Quand un incident se produit, la catastrophe qui en résulte serait inimaginable.
« Quand quelque chose tourne mal, ça tourne vraiment mal. Tu le sais, non ? »
« Eh bien, c'est pour ça que je verse aussi des primes de risque aux conservateurs, non ? »
« Ce n'était pas une question de savoir si tu le savais. La Corée pourrait être rayée de la carte. »
« Cela a l'air vraiment effrayant. Avant que ça n'arrive, je fais confiance à nos conservateurs pour bien gérer les choses. »
« Quel directeur irresponsable. J'espère que tu réalises au moins que c'est ta propre galerie. »
La galerie de Bi Sa-beol était plus provocante et ouverte que le laboratoire de recherche de l'Association, mais elle était moins sécurisée.
'Si ces œuvres dangereuses et sensibles doivent être gérées en sécurité… un contrôle plus strict serait nécessaire.'
Cet endroit fonctionnait avec un contrôle minimal malgré la quantité écrasante. C'était l'opposé complet du laboratoire de recherche de l'Association.
Bi Sa-beol aimait ses œuvres et les gérait avec amour. L'une des conditions de base pour les conservateurs ici était de « créer un lien fort avec les œuvres. »
En effet, la Terre actuelle était maintenue de manière bien trop précaire.
'Même si c'est une situation inévitable, étant donné que le système entier s'est effondré et a été reconstruit….'
'Tout dépendait uniquement de la miséricorde de quelques individus puissants sur Terre.'
'Si ne serait-ce qu'un d'entre eux déviait, ce serait le chaos total. Heureusement, une telle catastrophe ne s'est pas encore produite.'
'On avait l'impression que ça tenait à peine.'
« …Je vais essayer de travailler plus assidûment. Cela inclut les affaires liées à Gio. »

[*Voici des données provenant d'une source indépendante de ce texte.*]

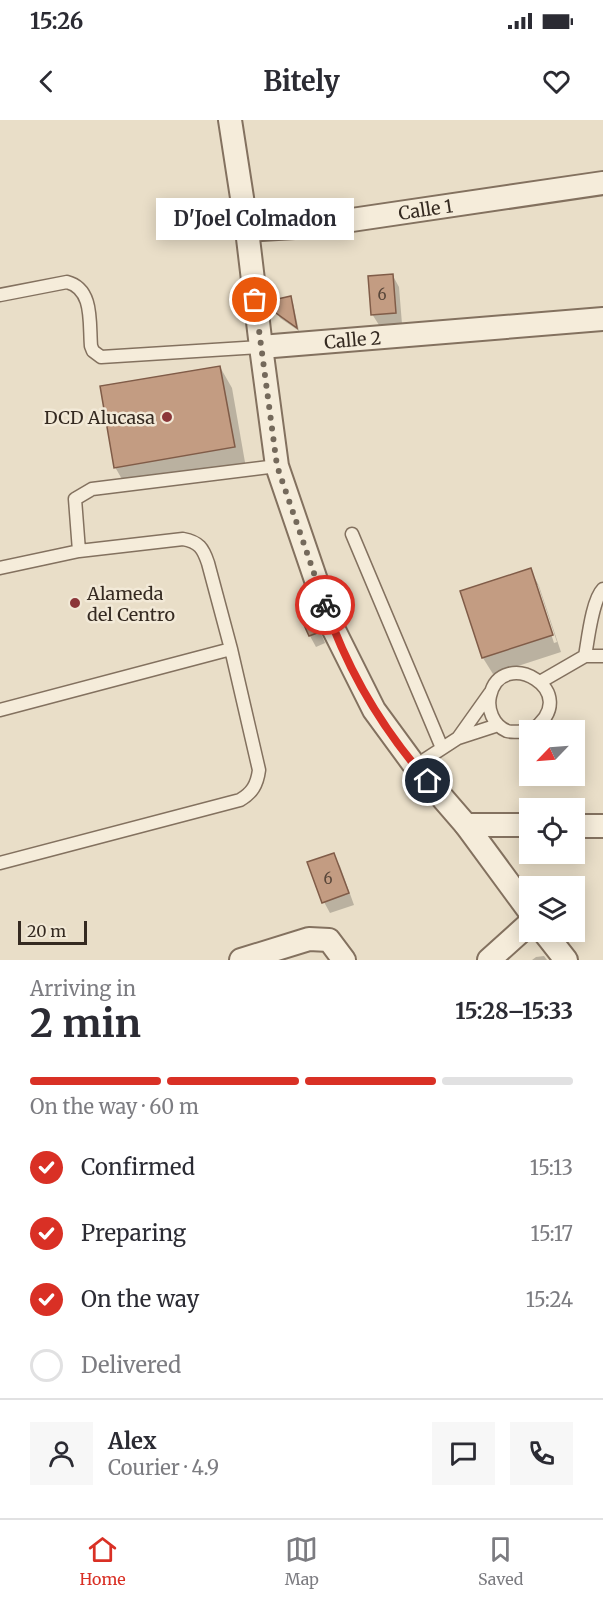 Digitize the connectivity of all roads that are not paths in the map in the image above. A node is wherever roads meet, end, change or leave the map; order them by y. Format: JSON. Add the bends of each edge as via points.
{"nodes":[{"id":1,"x":230,"y":120,"type":"edge"},
{"id":2,"x":603,"y":183,"type":"edge"},
{"id":3,"x":247,"y":230,"type":"junction"},
{"id":4,"x":0,"y":295,"type":"edge"},
{"id":5,"x":603,"y":319,"type":"edge"},
{"id":6,"x":261,"y":347,"type":"junction"},
{"id":7,"x":277,"y":466,"type":"junction"},
{"id":8,"x":351,"y":534,"type":"dead end"},
{"id":9,"x":79,"y":551,"type":"junction"},
{"id":10,"x":0,"y":568,"type":"edge"},
{"id":11,"x":603,"y":589,"type":"edge"},
{"id":12,"x":231,"y":649,"type":"junction"},
{"id":13,"x":585,"y":656,"type":"junction"},
{"id":14,"x":603,"y":656,"type":"edge"},
{"id":15,"x":540,"y":682,"type":"junction"},
{"id":16,"x":491,"y":692,"type":"junction"},
{"id":17,"x":0,"y":710,"type":"edge"},
{"id":18,"x":544,"y":720,"type":"edge"},
{"id":19,"x":498,"y":725,"type":"junction"},
{"id":20,"x":519,"y":731,"type":"edge"},
{"id":21,"x":458,"y":738,"type":"junction"},
{"id":22,"x":442,"y":748,"type":"junction"},
{"id":23,"x":415,"y":766,"type":"junction"},
{"id":24,"x":466,"y":825,"type":"junction"},
{"id":25,"x":519,"y":825,"type":"edge"},
{"id":26,"x":585,"y":825,"type":"edge"},
{"id":27,"x":603,"y":826,"type":"edge"},
{"id":28,"x":0,"y":863,"type":"edge"},
{"id":29,"x":519,"y":897,"type":"edge"},
{"id":30,"x":519,"y":933,"type":"edge"},
{"id":31,"x":552,"y":942,"type":"edge"},
{"id":32,"x":274,"y":955,"type":"edge"},
{"id":33,"x":241,"y":960,"type":"edge"},
{"id":34,"x":344,"y":960,"type":"edge"},
{"id":35,"x":489,"y":960,"type":"edge"},
{"id":36,"x":566,"y":960,"type":"edge"}],
"edges":[{"from":1,"to":3,"type":"street"},
{"from":2,"to":3,"type":"street","name":"Calle 1","via":[[311,226]]},
{"from":3,"to":6,"type":"street"},
{"from":4,"to":6,"type":"lane","name":"Calle 2","via":[[67,282],[75,284],[87,300],[91,345],[101,357]]},
{"from":5,"to":6,"type":"street","name":"Calle 2"},
{"from":6,"to":7,"type":"street"},
{"from":7,"to":9,"type":"lane","via":[[92,489],[75,500]]},
{"from":7,"to":23,"type":"street","via":[[331,624],[374,710]]},
{"from":8,"to":22,"type":"lane"},
{"from":9,"to":10,"type":"lane"},
{"from":9,"to":12,"type":"lane","via":[[183,539],[196,542],[204,551]]},
{"from":11,"to":13,"type":"lane","via":[[599,592]]},
{"from":12,"to":17,"type":"lane"},
{"from":12,"to":28,"type":"lane","via":[[259,770],[249,795]]},
{"from":13,"to":14,"type":"lane"},
{"from":13,"to":15,"type":"lane"},
{"from":15,"to":16,"type":"lane","via":[[530,675],[507,675]]},
{"from":15,"to":18,"type":"lane","via":[[549,703]]},
{"from":16,"to":19,"type":"lane","via":[[491,715]]},
{"from":16,"to":21,"type":"lane"},
{"from":19,"to":20,"type":"lane","via":[[508,731]]},
{"from":19,"to":21,"type":"lane"},
{"from":21,"to":22,"type":"lane"},
{"from":22,"to":23,"type":"lane"},
{"from":23,"to":24,"type":"street"},
{"from":24,"to":25,"type":"street"},
{"from":24,"to":29,"type":"street"},
{"from":26,"to":27,"type":"street"},
{"from":30,"to":35,"type":"street"},
{"from":31,"to":36,"type":"street"},
{"from":32,"to":33,"type":"street"},
{"from":32,"to":34,"type":"street","via":[[309,939],[328,939]]}]}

« Dans ce sens, ne penses-tu pas qu'il faudrait aider Gio à se faire de nouveaux amis ? Il serait seul tout seul. »
« Tu n'essaies même plus de le déguiser avec quelque grande cause ? C'est clair que tu as laissé tout ce que je viens de dire entrer par une oreille et sortir par l'autre. »
À ce stade, il semblait écrit que Gio ait été vendu aux enchères à Bi Sa-beol plutôt qu'au président de l'Association.
Yoo Sung-woon lui-même, qui accueillait favorablement l'opinion pro-œuvres de Bi Sa-beol malgré sa perspective de jardinier, était aussi une personne bien amusante.
De toute façon, il prévoyait d'aller discuter avec Gio ce matin-là de bonne heure.
Poser au moins une question à ce moment-là devrait probablement aller.